By Denithor on 1/15/2009 11:20:33 AM , Rating: 5
quote:
Most people over here aren't aware that what they can still look at is now illegal. At least China are doing something to uphold their standards rather than making up useless legislation in a knee jerk reaction* to last weeks news story and then moving on.


If enough people are doing it (whatever it happens to be) then the standards need to change to tolerate the behavior. A good example is pot. A recent study found nearly 500,000 US citizens behind bars for drug-related reasons. If only half of those are due to pot alone (probably higher) that means that nearly 1% of the entire US population is in prison for marijuana.

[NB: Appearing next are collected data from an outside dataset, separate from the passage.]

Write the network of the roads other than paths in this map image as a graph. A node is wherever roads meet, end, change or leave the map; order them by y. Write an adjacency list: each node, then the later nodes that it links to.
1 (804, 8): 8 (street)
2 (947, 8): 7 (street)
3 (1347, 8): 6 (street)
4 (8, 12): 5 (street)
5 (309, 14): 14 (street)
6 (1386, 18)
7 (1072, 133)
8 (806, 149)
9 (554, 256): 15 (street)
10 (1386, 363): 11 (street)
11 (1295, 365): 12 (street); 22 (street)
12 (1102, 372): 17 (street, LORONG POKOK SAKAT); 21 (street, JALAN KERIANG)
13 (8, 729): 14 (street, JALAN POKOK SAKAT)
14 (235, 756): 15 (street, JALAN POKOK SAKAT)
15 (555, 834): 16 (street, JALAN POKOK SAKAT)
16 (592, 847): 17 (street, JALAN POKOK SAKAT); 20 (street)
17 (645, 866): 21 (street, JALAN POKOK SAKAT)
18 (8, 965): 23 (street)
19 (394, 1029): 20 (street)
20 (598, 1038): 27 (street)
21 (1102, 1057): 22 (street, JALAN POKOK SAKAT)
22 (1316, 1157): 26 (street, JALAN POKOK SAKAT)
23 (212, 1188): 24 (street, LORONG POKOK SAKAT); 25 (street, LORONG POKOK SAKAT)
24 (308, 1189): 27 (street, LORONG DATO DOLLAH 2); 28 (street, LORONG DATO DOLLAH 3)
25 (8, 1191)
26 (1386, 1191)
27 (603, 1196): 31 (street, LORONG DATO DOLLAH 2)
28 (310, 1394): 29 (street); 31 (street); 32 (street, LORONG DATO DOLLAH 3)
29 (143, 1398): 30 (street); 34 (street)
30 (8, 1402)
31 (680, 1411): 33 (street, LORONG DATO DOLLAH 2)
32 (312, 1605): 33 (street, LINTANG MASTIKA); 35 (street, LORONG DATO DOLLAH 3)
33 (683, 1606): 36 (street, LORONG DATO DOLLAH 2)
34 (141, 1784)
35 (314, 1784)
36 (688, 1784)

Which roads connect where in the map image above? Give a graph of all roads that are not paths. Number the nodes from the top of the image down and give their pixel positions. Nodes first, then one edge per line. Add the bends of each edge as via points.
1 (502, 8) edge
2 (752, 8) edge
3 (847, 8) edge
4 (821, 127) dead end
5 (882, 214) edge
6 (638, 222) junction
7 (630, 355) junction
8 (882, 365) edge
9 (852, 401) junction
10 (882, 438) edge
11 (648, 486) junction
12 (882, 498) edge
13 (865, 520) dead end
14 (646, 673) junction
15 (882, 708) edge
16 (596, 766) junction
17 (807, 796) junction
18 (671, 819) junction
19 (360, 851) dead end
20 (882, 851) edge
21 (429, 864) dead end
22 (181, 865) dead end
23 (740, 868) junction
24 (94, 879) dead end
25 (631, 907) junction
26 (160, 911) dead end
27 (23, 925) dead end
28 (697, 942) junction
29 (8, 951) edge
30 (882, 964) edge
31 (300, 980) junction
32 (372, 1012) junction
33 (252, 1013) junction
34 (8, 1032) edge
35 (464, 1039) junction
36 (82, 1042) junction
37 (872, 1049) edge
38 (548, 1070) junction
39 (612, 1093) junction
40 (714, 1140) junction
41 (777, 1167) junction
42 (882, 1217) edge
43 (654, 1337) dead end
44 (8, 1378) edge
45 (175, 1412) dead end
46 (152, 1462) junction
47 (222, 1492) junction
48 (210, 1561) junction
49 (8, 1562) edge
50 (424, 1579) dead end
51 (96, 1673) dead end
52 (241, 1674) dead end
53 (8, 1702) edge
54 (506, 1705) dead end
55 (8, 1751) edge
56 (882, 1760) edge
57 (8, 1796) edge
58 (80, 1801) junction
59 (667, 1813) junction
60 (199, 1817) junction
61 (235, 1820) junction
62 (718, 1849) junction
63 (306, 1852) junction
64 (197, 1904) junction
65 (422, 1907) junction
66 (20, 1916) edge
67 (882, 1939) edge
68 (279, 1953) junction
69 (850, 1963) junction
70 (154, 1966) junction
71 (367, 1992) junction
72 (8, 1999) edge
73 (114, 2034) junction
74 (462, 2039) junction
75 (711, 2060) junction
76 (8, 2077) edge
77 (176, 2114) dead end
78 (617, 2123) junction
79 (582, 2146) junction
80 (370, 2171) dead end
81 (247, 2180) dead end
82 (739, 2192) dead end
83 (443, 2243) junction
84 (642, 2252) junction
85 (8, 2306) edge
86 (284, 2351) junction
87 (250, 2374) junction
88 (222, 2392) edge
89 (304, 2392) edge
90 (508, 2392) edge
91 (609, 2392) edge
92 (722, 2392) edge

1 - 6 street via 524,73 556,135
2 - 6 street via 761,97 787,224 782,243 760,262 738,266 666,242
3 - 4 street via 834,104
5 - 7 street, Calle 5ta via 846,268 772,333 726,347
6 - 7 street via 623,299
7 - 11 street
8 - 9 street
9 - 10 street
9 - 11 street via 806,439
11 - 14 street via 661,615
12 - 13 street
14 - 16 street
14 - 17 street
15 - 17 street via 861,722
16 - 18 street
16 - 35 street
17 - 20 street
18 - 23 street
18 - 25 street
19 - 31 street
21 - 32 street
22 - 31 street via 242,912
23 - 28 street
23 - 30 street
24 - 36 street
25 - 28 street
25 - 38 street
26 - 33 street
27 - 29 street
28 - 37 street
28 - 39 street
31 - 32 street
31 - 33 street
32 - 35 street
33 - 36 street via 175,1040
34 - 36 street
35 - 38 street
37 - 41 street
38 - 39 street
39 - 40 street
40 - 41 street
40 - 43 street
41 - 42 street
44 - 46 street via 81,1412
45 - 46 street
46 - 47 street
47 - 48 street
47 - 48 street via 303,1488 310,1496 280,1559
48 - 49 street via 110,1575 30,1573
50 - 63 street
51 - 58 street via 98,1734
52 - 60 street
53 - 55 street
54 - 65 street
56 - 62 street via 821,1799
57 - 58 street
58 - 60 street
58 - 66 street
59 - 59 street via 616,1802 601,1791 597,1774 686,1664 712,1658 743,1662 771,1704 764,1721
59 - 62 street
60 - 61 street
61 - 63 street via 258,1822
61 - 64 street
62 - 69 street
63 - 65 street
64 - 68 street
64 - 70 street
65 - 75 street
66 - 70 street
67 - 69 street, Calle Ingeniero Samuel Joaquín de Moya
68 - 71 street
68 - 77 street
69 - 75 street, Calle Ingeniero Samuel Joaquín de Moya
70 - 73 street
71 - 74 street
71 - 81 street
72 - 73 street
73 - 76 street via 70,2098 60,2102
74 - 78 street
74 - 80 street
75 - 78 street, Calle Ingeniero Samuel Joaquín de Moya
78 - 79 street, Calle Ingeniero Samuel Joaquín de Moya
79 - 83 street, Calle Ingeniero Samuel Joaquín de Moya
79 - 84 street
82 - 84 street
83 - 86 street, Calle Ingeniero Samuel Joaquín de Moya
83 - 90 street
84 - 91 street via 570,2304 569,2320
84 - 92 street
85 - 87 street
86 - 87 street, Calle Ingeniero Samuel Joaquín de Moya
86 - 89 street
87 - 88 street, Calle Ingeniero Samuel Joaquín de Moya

Now, before I get rated down, I have never smoked it (or used any other illegal substance) but I have lots of friends who use it. And I honestly don't see it as any worse than alcohol or tobacco. Seriously, when was the last time you heard of a pot-head smoking & tearing up a bar? More likely a nasty case of the muchies...


RE: So What?
By Seemonkeyscanfly on 1/15/2009 11:35:30 AM , Rating: 2
Danger Will Robinson...Danger. That's a very broad paint brush you are using. If you go with that logic, if a high enough percentage of people start murdering other people because they disagreed or something, we should then say well this now needs to be tolerated behavior and make it legal to murder?
You must remember rules/laws are not there to be fun; they are really there to educate future generations from what their elders already learned from trial and error. Those that do not learn are then punished for breaking the rules.


RE: So What?
By myhipsi on 1/15/2009 1:06:46 PM , Rating: 3
quote:
Danger Will Robinson...Danger. That's a very broad paint brush you are using. If you go with that logic, if a high enough percentage of people start murdering other people because they disagreed or something, we should then say well this now needs to be tolerated behavior and make it legal to murder?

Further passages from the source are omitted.